I felt special with Daddy on our trips together. I felt loved.  It’s  the  type  of  emotional  support  and  affection  I’ve craved since I was seven years old. I know it’s out there and I seek it and find it, only to have it yanked away, replaced by reminders that I’m so worthless and so lucky to be loved. It’s because of those days with my  father when I felt special that I stayed so long with my ex and made bad decisions with other men—because I’d tasted the banquet and was willing to starve for forever if I could just once in a while get a crumb of what I’d once known.

I remember  the  pageant  and  I  remember  my  grandmother in  a wheelchair, giving every ounce of her strength to watch me walk onto that stage and curtsy when they called my name. I remember my grandfather next to her, and my mother. I don’t remember Daddy being there, though I’m sure he was. The little girl who won the pageant looked nothing like the playmate I knew—she wore false eyelashes, heavy makeup, a storebought pageant dress, and yellow butterflies in the black wiglets piled precariously on top of her head, then bobbie-pinned and sprayed stiff.

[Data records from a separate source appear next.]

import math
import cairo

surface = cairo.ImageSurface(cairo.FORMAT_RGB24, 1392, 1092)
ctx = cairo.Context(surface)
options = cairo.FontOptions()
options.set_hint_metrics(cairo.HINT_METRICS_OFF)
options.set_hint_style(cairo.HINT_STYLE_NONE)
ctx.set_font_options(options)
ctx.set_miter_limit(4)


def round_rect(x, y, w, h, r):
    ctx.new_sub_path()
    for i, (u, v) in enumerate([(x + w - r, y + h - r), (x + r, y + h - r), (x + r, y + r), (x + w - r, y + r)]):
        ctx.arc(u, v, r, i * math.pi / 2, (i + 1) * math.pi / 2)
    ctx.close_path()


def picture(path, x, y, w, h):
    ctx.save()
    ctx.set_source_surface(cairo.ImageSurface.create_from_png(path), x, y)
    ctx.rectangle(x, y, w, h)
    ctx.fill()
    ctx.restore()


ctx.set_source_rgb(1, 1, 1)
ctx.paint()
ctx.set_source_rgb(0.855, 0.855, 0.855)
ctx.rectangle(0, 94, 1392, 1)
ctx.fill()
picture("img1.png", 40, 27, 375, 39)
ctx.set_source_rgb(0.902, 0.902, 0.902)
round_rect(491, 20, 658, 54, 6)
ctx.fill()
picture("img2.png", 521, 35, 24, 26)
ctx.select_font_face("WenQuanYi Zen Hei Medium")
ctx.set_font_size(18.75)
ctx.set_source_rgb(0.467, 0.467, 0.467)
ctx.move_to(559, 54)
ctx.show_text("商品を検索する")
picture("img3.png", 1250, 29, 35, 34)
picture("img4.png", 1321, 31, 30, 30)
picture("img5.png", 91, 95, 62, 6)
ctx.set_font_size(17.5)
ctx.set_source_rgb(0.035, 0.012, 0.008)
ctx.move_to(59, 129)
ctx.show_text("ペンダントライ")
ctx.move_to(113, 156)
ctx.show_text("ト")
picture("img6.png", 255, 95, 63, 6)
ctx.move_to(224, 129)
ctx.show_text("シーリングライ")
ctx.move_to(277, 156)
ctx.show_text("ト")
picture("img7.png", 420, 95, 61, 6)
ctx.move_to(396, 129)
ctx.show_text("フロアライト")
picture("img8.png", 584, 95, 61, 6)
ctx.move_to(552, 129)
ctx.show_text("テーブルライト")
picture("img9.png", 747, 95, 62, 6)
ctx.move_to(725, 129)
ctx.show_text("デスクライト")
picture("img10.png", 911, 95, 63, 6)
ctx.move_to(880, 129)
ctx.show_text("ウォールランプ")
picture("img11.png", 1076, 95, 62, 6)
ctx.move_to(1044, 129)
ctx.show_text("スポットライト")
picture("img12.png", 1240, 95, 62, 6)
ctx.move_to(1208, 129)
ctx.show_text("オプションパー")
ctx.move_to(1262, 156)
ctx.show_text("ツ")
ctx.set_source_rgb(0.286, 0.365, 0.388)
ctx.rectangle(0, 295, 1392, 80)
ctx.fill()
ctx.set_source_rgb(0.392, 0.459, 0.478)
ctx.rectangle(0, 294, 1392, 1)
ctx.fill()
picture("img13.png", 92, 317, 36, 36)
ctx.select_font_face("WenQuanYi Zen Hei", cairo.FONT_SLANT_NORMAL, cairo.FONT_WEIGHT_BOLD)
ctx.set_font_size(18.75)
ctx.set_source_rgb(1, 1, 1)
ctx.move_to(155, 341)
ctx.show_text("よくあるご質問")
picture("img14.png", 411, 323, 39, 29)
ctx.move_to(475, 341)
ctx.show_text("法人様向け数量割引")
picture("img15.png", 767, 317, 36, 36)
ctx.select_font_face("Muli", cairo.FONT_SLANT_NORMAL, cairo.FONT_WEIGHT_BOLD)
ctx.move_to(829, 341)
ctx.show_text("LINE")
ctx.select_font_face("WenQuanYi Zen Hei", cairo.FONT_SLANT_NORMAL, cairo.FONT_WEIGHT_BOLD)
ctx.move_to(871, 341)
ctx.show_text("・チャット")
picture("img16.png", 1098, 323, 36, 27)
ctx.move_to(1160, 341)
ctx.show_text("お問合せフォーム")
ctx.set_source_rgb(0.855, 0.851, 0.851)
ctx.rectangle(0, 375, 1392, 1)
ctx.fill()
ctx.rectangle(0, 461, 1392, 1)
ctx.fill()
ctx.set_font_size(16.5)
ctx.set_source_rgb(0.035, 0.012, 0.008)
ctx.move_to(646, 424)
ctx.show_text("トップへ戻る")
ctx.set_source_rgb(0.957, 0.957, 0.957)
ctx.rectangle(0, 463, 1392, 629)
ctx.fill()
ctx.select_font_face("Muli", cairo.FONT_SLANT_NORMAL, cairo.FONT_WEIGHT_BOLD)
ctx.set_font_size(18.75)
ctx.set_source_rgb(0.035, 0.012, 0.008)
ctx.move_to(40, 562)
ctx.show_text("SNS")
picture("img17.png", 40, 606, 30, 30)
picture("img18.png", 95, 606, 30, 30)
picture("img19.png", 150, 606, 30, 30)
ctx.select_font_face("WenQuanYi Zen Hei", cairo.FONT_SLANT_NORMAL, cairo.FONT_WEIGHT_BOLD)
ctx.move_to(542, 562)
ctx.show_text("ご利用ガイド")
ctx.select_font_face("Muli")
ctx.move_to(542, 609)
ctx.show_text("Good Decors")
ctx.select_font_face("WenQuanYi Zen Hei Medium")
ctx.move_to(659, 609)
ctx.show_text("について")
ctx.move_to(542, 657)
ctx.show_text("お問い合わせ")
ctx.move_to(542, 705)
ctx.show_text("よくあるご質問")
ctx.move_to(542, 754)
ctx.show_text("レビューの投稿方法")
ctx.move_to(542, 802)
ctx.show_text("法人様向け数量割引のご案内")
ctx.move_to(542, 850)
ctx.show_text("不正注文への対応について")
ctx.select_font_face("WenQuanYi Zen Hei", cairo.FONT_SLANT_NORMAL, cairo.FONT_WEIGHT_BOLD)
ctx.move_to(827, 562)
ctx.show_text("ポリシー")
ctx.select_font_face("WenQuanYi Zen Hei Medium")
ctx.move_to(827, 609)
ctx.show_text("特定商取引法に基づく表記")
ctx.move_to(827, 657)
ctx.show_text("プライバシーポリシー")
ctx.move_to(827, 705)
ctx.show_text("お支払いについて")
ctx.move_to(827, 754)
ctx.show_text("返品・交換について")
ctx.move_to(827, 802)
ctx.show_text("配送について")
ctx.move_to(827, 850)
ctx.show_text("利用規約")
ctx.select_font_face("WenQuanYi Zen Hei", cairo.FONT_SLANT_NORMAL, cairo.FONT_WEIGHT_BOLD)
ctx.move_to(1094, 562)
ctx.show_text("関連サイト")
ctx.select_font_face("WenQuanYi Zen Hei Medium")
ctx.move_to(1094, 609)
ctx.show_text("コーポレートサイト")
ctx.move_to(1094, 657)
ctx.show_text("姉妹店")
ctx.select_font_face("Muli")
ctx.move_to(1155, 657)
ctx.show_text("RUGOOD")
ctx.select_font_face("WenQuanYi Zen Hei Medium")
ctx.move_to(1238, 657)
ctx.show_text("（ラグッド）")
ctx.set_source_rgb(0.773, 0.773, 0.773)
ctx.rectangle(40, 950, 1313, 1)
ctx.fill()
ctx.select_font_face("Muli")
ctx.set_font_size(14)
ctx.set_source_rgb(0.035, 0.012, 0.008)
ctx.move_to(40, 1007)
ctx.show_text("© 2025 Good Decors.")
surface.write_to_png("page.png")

Her father, she told me later, had told her she’d win because she was, after all, the most specialist little girl there.

But I’m not seven years old anymore. And I know that a man  pretending to offer emotional support and affection may do so only to get his own needs met…or that he could possibly surprise me and really like me for who I am, no matter how different or unusual I might be. That he might like me for me and that I might not have to spend every minute of the rest of my life earning his love but being loved just for myself.

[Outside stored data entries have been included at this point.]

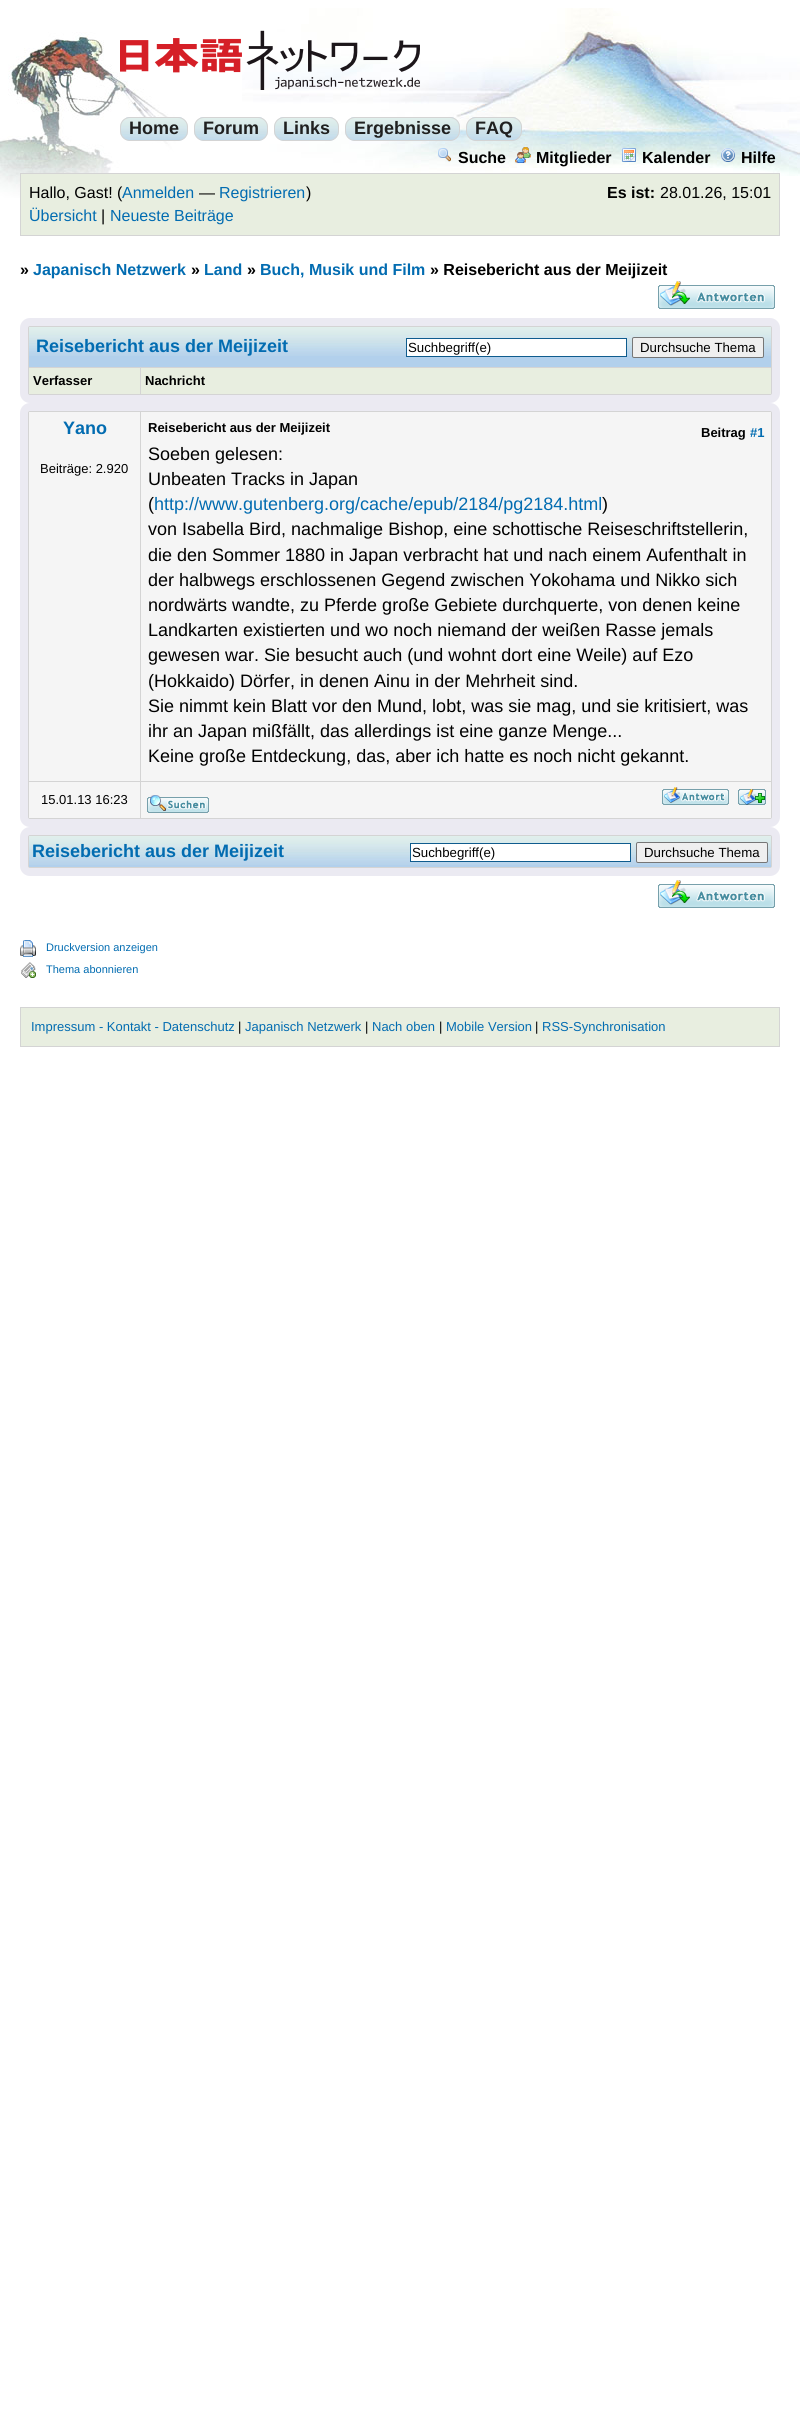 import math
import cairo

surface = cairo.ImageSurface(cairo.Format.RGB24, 800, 2411)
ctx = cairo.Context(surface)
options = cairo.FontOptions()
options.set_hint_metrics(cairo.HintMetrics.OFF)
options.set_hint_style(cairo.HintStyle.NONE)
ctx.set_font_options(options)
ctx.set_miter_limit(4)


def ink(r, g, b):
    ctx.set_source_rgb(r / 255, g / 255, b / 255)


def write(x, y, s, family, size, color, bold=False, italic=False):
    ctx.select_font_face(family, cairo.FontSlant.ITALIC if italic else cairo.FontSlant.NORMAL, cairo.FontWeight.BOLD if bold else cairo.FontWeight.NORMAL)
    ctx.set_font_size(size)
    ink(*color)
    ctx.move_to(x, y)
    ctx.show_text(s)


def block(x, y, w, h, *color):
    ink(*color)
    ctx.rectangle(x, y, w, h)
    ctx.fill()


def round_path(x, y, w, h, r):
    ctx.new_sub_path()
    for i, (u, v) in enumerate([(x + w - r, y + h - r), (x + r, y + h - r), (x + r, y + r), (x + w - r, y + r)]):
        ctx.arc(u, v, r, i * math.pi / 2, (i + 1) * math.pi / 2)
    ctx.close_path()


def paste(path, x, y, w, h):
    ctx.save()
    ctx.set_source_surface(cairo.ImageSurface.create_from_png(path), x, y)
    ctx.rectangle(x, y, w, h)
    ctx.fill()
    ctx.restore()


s1 = dict(family="Liberation Sans", size=18, color=(32, 32, 32), bold=True)
s2 = dict(family="Liberation Sans", size=16, color=(0, 0, 0), bold=True)
s3 = dict(family="Liberation Sans", size=16, color=(0, 0, 0))
s4 = dict(family="Liberation Sans", size=16, color=(2, 108, 177))
s5 = dict(family="Liberation Sans", size=16, color=(2, 108, 177), bold=True)
s6 = dict(family="Liberation Sans", size=18, color=(2, 108, 177), bold=True)
s7 = dict(family="Liberation Sans", size=13.25, color=(0, 0, 0))
s8 = dict(family="Liberation Sans", size=13, color=(0, 0, 0), bold=True)
s9 = dict(family="Liberation Sans", size=13, color=(0, 0, 0))
s10 = dict(family="Liberation Sans", size=13, color=(2, 108, 177), bold=True)
s11 = dict(family="Liberation Sans", size=18, color=(0, 0, 0))
s12 = dict(family="Liberation Sans", size=18, color=(2, 108, 177))
s13 = dict(family="Liberation Sans", size=11, color=(2, 108, 177))
s14 = dict(family="Liberation Sans", size=13, color=(2, 108, 177))

ink(255, 255, 255)
ctx.paint()
paste("pic1.png", 0, 32, 176, 166)
paste("pic2.png", 242, 8, 558, 168)
paste("pic3.png", 120, 30, 300, 60)
paste("pic4.png", 120, 117, 68, 24)
round_path(120.5, 117.5, 67, 23, 9.5)
ink(212, 212, 212)
ctx.set_line_width(1)
ctx.stroke()
write(129, 134, "Home", **s1)
paste("pic5.png", 194, 117, 74, 24)
round_path(194.5, 117.5, 73, 23, 9.5)
ink(212, 212, 212)
ctx.stroke()
write(203, 134, "Forum", **s1)
paste("pic6.png", 274, 117, 65, 24)
round_path(274.5, 117.5, 64, 23, 9.5)
ink(212, 212, 212)
ctx.stroke()
write(283, 134, "Links", **s1)
paste("pic7.png", 345, 117, 115, 24)
round_path(345.5, 117.5, 114, 23, 9.5)
ink(212, 212, 212)
ctx.stroke()
write(354, 134, "Ergebnisse", **s1)
paste("pic8.png", 466, 117, 56, 24)
round_path(466.5, 117.5, 55, 23, 9.5)
ink(212, 212, 212)
ctx.stroke()
write(475, 134, "FAQ", **s1)
paste("pic9.png", 438, 148, 13, 14)
write(458, 163, "Suche", **s2)
paste("pic10.png", 515, 147, 16, 16)
write(536, 163, "Mitglieder", **s2)
paste("pic11.png", 622, 148, 14, 14)
write(642, 163, "Kalender", **s2)
paste("pic12.png", 721, 148, 14, 14)
write(741, 163, "Hilfe", **s2)
ink(232, 238, 224)
ctx.rectangle(20.5, 173.5, 759, 62)
ctx.fill_preserve()
ink(212, 212, 212)
ctx.stroke()
write(29, 198, "Hallo, Gast! (", **s3)
write(122, 198, "Anmelden", **s4)
write(199, 198, "—", **s3)
write(219, 198, "Registrieren", **s4)
write(306, 198, ")", **s3)
write(607, 198, "Es ist:", **s2)
write(660, 198, "28.01.26, 15:01", **s3)
write(29, 221, "Übersicht", **s4)
write(101, 221, "|", **s3)
write(110, 221, "Neueste Beiträge", **s4)
write(20, 275, "»", **s2)
write(33, 275, "Japanisch Netzwerk", **s5)
write(191, 275, "»", **s2)
write(204, 275, "Land", **s5)
write(247, 275, "»", **s2)
write(260, 275, "Buch, Musik und Film", **s5)
write(430, 275, "» Reisebericht aus der Meijizeit", **s2)
paste("pic13.png", 658, 281, 117, 28)
ink(212, 212, 212)
round_path(24, 322, 752, 77, 6)
ctx.fill_preserve()
ink(235, 234, 242)
ctx.set_line_width(8)
ctx.stroke()
block(29, 356, 742, 11, 178, 208, 236)
paste("pic14.png", 29, 327, 742, 29)
write(36, 352, "Reisebericht aus der Meijizeit", **s6)
ink(255, 255, 255)
ctx.rectangle(406.5, 338.5, 220, 18)
ctx.fill_preserve()
ink(15, 92, 142)
ctx.set_line_width(1)
ctx.stroke()
write(408, 352, "Suchbegriff(e)", **s7)
ink(239, 239, 239)
round_path(632.5, 337.5, 131, 20, 1.5)
ctx.fill_preserve()
ink(118, 118, 118)
ctx.stroke()
write(640, 352, "Durchsuche Thema", **s7)
block(29, 368, 111, 26, 232, 238, 224)
write(33, 385, "Verfasser", **s8)
block(141, 368, 630, 26, 232, 238, 224)
write(145, 385, "Nachricht", **s8)
ink(212, 212, 212)
round_path(24, 407, 752, 416, 6)
ctx.fill_preserve()
ink(235, 234, 242)
ctx.set_line_width(8)
ctx.stroke()
block(29, 412, 111, 369, 245, 245, 245)
write(63, 434, "Yano", **s6)
write(40, 473, "Beiträge: 2.920", **s9)
block(141, 412, 630, 369, 245, 245, 245)
write(148, 432, "Reisebericht aus der Meijizeit", **s8)
write(701, 437, "Beitrag", **s8)
write(750, 437, "#1", **s10)
write(148, 460, "Soeben gelesen:", **s11)
write(148, 485, "Unbeaten Tracks in Japan", **s11)
write(148, 510, "(", **s11)
write(154, 510, "http://www.gutenberg.org/cache/epub/2184/pg2184.html", **s12)
write(602, 510, ")", **s11)
write(148, 535, "von Isabella Bird, nachmalige Bishop, eine schottische Reiseschriftstellerin,", **s11)
write(148, 561, "die den Sommer 1880 in Japan verbracht hat und nach einem Aufenthalt in", **s11)
write(148, 586, "der halbwegs erschlossenen Gegend zwischen Yokohama und Nikko sich", **s11)
write(148, 611, "nordwärts wandte, zu Pferde große Gebiete durchquerte, von denen keine", **s11)
write(148, 636, "Landkarten existierten und wo noch niemand der weißen Rasse jemals", **s11)
write(148, 661, "gewesen war. Sie besucht auch (und wohnt dort eine Weile) auf Ezo", **s11)
write(148, 687, "(Hokkaido) Dörfer, in denen Ainu in der Mehrheit sind.", **s11)
write(148, 712, "Sie nimmt kein Blatt vor den Mund, lobt, was sie mag, und sie kritisiert, was", **s11)
write(148, 737, "ihr an Japan mißfällt, das allerdings ist eine ganze Menge...", **s11)
write(148, 762, "Keine große Entdeckung, das, aber ich hatte es noch nicht gekannt.", **s11)
block(29, 782, 111, 36, 245, 245, 245)
write(41, 804, "15.01.13 16:23", **s9)
block(141, 782, 630, 36, 245, 245, 245)
paste("pic15.png", 147, 795, 62, 18)
paste("pic16.png", 662, 787, 67, 18)
paste("pic17.png", 738, 789, 28, 16)
ink(212, 212, 212)
round_path(24, 831, 752, 41, 6)
ctx.fill_preserve()
ink(235, 234, 242)
ctx.stroke()
block(29, 865, 742, 2, 178, 208, 236)
paste("pic14.png", 29, 836, 742, 29)
write(32, 857, "Reisebericht aus der Meijizeit", **s6)
ink(255, 255, 255)
ctx.rectangle(410.5, 843.5, 220, 18)
ctx.fill_preserve()
ink(15, 92, 142)
ctx.set_line_width(1)
ctx.stroke()
write(412, 857, "Suchbegriff(e)", **s7)
ink(239, 239, 239)
round_path(636.5, 842.5, 131, 20, 1.5)
ctx.fill_preserve()
ink(118, 118, 118)
ctx.stroke()
write(644, 857, "Durchsuche Thema", **s7)
paste("pic13.png", 658, 880, 117, 28)
paste("pic18.png", 20, 940, 16, 17)
write(46, 951, "Druckversion anzeigen", **s13)
paste("pic19.png", 21, 962, 15, 16)
write(46, 973, "Thema abonnieren", **s13)
ink(232, 238, 224)
ctx.rectangle(20.5, 1007.5, 759, 39)
ctx.fill_preserve()
ink(212, 212, 212)
ctx.stroke()
write(31, 1031, "Impressum - Kontakt - Datenschutz", **s14)
write(238, 1031, "|", **s9)
write(245, 1031, "Japanisch Netzwerk", **s14)
write(365, 1031, "|", **s9)
write(372, 1031, "Nach oben", **s14)
write(439, 1031, "|", **s9)
write(446, 1031, "Mobile Version", **s14)
write(535, 1031, "|", **s9)
write(542, 1031, "RSS-Synchronisation", **s14)
surface.write_to_png("screenshot.png")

As for Daddy, I still love him and always will, but I know many of the self-esteem problems I’ve spent the past year shedding originated with him—deep emotional scars I’ve carried for over three decades—and I can finally recognize the truth of the matter: my father was fucked up.

As for me, I want a man who’ll love me as much in private as he pretends to in public, treats me like royalty, and doesn’t care if I’m wearing a crown but damn sure thinks I ought to be. A man who’ll touch the innocence and blind faith in me that I’ve been missing since I was seven years old.